Hi! What does this error mean? I have to increase files limits for the user running the node?
Set fs.file-max = 16777216
(was 1048576) in /etc/sysctl.conf and applied with sysctl -p
Seems fine now. Will monitor, if it comes up again, as I did not increase the limits per user. Running nodes as service (one node per one different user) on Ubuntu. Have 7 nodes on same machine (different /24 each). 4 nodes on one storage array and 3 nodes on another. Each storage array of 12 HDD of 4 TB - both storage arrays RAID 60.
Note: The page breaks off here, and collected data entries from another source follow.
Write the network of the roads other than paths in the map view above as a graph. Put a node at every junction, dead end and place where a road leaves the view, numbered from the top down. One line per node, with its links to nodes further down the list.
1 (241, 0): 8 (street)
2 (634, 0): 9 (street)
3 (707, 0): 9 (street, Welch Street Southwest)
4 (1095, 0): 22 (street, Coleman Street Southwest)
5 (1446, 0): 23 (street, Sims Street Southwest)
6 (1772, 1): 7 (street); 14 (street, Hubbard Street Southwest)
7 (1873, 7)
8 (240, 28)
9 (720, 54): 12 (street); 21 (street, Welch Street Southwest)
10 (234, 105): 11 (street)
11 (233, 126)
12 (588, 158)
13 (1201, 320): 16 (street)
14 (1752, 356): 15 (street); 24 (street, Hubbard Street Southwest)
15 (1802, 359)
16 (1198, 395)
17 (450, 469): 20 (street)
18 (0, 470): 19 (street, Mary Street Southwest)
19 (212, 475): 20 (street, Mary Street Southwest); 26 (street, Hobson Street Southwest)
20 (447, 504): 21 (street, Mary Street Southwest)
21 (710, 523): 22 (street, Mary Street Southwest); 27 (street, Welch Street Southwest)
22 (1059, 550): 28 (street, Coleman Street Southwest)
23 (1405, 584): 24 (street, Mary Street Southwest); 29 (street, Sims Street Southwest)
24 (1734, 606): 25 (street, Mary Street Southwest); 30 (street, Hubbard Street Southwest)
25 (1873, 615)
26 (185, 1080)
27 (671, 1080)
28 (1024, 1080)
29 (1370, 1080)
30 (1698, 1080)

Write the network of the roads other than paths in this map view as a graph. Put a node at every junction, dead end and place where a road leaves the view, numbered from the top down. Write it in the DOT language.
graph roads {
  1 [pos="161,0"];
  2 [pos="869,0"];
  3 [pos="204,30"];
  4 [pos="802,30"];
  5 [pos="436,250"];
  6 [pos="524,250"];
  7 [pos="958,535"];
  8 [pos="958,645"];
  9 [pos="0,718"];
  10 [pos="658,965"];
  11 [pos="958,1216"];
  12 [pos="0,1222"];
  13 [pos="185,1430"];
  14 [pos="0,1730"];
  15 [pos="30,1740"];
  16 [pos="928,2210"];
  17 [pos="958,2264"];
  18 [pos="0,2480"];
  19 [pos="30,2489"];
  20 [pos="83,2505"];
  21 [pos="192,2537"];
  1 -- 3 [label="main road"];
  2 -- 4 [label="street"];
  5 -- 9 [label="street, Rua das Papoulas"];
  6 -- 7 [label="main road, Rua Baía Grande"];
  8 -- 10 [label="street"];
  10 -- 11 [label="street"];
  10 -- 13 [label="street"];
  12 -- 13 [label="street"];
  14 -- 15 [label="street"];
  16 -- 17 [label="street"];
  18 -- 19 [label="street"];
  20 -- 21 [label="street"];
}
So, that did not work at all. Had to go to /etc/systemd/system.conf and set DefaultLimitNOFILE=16777216
then rebooted since session required pam_limits.so
was not previously added to /etc/pam.d/common-session and the change could not apply.
Monitoring, if that will solve the problem…
Not sure how long this has been going on for, but it obviously caused issues on some nodes. Example:
Can surely say it is not v1.66.1 related.
It seems this solves it. Hope it helps anyone, who experiences this particular problem, too. Cheers!
@svet0slav Thanks for posting this issue and the solution! This helped my node that suffered from the same problem.
Hello @svet0slav,
for security and scope limiting purposes, you should not change the default LimitNOFILE system wide rather than applying it to the systemd service that runs your storagenode and suffers from insufficient resources.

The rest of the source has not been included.